Task details >>
Return, from the data below, each line that contains the word "Martínez".

(Collected data)
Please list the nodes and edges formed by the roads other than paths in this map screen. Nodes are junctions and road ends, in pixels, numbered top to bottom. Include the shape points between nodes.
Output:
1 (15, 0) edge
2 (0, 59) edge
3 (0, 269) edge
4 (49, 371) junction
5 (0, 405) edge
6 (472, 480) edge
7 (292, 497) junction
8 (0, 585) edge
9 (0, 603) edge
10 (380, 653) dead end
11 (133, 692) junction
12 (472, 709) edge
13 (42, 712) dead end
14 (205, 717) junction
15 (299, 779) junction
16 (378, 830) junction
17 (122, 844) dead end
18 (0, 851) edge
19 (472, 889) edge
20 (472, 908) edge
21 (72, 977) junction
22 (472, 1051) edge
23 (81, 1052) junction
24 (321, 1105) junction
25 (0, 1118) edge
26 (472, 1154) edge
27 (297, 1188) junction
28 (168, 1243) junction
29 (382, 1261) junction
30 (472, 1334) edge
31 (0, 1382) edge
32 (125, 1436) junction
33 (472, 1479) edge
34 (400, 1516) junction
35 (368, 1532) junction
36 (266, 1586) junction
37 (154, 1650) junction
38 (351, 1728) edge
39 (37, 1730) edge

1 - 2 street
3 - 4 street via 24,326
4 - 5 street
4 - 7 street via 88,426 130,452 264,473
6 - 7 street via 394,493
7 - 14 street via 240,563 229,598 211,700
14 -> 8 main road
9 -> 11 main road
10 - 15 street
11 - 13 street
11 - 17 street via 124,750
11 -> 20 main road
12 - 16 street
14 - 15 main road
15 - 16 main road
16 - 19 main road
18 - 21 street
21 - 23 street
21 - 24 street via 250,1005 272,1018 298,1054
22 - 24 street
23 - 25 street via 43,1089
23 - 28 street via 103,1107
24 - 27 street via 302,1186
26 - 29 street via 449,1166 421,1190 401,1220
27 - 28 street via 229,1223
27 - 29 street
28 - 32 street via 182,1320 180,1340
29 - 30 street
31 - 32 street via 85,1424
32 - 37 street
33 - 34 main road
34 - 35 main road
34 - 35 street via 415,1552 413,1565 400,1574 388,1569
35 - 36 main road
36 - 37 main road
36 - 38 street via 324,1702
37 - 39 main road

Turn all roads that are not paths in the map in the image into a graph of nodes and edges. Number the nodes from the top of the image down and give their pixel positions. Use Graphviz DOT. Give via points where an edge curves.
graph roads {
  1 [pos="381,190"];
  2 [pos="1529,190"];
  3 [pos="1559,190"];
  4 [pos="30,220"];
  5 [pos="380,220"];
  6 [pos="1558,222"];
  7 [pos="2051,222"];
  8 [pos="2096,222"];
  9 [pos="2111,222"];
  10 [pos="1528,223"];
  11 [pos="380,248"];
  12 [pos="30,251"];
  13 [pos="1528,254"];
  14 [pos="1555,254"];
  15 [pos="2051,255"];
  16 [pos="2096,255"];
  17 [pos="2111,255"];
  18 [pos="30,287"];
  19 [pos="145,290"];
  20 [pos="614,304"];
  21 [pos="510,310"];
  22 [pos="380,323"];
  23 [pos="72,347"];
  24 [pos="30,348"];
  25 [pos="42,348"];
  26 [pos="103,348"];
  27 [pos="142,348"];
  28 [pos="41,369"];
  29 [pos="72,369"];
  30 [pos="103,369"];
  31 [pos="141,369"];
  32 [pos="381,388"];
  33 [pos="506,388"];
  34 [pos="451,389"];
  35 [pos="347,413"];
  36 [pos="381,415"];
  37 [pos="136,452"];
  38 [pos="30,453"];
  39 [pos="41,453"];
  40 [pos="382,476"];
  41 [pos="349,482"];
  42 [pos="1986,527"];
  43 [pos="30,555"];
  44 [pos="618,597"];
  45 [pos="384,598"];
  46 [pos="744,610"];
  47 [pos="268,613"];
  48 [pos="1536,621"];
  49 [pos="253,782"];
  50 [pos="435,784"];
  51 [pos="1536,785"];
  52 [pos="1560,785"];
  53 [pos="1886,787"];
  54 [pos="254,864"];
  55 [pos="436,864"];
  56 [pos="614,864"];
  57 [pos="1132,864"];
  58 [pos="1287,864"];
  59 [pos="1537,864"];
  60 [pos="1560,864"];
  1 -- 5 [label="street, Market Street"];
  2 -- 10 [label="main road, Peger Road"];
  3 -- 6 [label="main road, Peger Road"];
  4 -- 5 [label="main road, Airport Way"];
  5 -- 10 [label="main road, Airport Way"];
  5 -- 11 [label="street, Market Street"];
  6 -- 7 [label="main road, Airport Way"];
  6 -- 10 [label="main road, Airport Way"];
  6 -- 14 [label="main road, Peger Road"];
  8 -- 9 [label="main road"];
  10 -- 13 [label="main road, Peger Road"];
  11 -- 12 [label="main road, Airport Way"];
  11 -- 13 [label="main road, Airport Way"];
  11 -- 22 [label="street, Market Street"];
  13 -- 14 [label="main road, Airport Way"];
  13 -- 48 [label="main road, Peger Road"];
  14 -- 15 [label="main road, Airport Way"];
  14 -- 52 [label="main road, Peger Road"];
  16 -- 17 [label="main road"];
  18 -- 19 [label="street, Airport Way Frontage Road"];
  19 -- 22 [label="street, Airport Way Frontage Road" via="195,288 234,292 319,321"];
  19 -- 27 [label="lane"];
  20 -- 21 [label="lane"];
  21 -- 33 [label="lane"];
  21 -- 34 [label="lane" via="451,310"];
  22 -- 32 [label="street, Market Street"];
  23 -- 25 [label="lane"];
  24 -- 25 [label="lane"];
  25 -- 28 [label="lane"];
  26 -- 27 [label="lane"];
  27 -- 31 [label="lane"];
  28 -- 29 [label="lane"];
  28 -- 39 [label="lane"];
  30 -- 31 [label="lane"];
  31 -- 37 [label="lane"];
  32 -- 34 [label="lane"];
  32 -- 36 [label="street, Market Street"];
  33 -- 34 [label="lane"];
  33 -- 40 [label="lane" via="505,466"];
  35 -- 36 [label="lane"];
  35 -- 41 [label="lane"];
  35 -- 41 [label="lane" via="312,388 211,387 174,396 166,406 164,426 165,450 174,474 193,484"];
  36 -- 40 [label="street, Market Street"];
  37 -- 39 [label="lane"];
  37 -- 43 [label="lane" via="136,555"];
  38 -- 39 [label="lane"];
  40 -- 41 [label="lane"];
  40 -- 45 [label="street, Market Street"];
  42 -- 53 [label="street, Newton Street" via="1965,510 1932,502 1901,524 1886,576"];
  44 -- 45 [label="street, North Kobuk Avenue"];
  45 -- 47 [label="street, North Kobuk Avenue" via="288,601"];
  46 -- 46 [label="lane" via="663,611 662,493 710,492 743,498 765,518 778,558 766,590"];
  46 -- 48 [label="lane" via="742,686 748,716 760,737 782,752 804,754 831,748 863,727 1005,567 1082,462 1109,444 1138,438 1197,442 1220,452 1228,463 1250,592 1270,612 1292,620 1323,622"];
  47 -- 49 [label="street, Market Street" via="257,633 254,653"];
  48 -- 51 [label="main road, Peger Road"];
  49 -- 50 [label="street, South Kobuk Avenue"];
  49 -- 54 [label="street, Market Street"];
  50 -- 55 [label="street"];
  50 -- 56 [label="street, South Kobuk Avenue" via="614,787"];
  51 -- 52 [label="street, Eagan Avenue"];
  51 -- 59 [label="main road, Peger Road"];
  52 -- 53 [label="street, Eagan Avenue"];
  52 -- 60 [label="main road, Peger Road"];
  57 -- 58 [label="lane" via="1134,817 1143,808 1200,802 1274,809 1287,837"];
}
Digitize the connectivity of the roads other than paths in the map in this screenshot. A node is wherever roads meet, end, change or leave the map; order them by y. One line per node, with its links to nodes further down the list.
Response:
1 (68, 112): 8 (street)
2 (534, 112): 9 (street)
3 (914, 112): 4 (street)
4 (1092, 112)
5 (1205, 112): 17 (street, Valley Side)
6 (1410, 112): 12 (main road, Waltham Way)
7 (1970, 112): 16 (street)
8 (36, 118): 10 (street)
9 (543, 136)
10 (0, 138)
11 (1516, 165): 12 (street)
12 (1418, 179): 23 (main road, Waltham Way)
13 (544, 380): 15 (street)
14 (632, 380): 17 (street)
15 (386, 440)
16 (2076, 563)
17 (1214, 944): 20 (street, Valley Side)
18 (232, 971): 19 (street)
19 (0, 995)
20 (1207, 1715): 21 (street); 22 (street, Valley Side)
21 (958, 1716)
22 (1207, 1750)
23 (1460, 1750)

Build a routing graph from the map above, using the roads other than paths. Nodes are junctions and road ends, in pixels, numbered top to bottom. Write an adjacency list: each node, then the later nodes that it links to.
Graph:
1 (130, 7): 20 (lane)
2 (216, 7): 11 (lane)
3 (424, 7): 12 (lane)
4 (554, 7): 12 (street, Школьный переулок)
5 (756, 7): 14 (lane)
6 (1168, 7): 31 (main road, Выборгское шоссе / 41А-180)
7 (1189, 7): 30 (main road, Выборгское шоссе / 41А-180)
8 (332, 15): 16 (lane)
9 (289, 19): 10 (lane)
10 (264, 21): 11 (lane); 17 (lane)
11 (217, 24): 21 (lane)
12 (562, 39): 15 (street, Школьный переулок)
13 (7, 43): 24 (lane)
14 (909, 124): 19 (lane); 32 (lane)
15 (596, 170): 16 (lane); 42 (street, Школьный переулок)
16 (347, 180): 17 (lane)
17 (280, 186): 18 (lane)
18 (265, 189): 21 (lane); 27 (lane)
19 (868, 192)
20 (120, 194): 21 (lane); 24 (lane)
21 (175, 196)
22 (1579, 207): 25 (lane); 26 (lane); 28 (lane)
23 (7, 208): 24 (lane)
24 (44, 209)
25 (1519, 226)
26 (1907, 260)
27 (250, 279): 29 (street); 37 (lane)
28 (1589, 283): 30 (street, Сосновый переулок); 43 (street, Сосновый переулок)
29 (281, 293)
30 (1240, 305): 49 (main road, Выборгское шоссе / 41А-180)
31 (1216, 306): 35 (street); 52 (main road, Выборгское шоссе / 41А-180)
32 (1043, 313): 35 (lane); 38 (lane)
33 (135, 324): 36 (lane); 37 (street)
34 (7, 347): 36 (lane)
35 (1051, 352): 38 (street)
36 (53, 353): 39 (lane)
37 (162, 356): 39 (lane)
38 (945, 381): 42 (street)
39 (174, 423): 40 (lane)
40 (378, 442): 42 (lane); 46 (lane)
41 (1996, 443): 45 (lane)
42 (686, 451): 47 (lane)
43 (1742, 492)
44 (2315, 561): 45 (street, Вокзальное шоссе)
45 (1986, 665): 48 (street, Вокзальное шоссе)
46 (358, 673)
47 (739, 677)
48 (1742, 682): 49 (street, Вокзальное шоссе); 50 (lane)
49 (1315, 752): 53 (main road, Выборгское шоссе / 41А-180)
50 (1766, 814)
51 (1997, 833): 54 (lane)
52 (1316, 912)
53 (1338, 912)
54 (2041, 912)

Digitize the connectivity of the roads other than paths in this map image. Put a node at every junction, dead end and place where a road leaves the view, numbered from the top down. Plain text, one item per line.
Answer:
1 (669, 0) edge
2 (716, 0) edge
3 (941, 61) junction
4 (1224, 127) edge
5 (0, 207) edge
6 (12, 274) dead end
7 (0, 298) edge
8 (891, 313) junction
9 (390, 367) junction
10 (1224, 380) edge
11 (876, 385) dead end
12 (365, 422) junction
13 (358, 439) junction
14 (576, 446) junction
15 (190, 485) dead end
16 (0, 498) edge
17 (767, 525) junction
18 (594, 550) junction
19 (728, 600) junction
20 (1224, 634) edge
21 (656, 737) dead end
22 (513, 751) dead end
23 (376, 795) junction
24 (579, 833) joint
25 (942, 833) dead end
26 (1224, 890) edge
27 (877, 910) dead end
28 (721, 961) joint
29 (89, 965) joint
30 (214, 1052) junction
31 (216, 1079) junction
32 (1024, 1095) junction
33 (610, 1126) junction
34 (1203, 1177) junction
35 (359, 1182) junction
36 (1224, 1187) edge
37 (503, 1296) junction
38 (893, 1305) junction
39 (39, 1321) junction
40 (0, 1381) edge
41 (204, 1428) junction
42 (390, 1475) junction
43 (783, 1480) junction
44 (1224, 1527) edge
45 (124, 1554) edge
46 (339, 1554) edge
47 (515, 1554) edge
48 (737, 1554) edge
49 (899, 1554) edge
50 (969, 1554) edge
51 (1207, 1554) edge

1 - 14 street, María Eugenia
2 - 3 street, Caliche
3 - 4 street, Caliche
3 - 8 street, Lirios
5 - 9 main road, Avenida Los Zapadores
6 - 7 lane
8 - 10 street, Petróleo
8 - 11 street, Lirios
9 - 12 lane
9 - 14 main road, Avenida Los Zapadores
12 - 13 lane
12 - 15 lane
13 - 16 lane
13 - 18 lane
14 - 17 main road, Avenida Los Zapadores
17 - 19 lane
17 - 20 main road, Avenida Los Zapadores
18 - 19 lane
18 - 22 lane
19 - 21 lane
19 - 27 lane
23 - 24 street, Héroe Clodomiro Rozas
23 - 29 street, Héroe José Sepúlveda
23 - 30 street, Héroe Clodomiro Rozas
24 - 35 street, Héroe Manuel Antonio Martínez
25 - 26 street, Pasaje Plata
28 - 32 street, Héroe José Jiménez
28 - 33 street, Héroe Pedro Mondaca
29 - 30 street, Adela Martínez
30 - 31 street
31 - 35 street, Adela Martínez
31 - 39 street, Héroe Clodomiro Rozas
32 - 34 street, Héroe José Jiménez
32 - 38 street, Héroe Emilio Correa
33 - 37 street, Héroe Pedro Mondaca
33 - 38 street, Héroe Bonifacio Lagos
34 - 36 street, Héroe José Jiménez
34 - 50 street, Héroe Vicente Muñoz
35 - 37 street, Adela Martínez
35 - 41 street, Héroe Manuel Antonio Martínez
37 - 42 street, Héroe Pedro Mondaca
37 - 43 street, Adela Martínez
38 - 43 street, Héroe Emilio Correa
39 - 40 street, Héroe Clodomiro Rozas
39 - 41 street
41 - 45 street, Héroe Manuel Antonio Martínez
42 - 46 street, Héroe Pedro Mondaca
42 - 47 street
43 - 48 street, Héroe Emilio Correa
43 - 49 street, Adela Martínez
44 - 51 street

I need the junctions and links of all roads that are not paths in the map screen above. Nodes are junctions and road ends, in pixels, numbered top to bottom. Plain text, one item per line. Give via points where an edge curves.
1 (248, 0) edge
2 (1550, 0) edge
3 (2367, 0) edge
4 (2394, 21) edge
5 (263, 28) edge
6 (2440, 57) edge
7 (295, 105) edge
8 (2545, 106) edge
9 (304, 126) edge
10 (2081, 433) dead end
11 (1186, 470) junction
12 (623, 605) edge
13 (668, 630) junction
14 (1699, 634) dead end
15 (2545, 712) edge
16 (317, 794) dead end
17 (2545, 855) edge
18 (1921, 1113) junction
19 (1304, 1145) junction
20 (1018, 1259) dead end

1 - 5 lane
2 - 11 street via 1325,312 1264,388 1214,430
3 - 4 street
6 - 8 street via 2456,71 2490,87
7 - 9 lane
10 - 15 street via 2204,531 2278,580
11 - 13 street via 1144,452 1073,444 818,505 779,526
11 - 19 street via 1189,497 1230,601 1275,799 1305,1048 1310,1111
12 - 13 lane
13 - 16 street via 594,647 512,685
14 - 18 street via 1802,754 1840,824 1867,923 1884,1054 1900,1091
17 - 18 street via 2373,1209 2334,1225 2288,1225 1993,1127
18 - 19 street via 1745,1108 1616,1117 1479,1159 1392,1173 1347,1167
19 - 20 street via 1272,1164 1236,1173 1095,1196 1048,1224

Written answer >>
24 - 35 street, Héroe Manuel Antonio Martínez
29 - 30 street, Adela Martínez
31 - 35 street, Adela Martínez
35 - 37 street, Adela Martínez
35 - 41 street, Héroe Manuel Antonio Martínez
37 - 43 street, Adela Martínez
41 - 45 street, Héroe Manuel Antonio Martínez
43 - 49 street, Adela Martínez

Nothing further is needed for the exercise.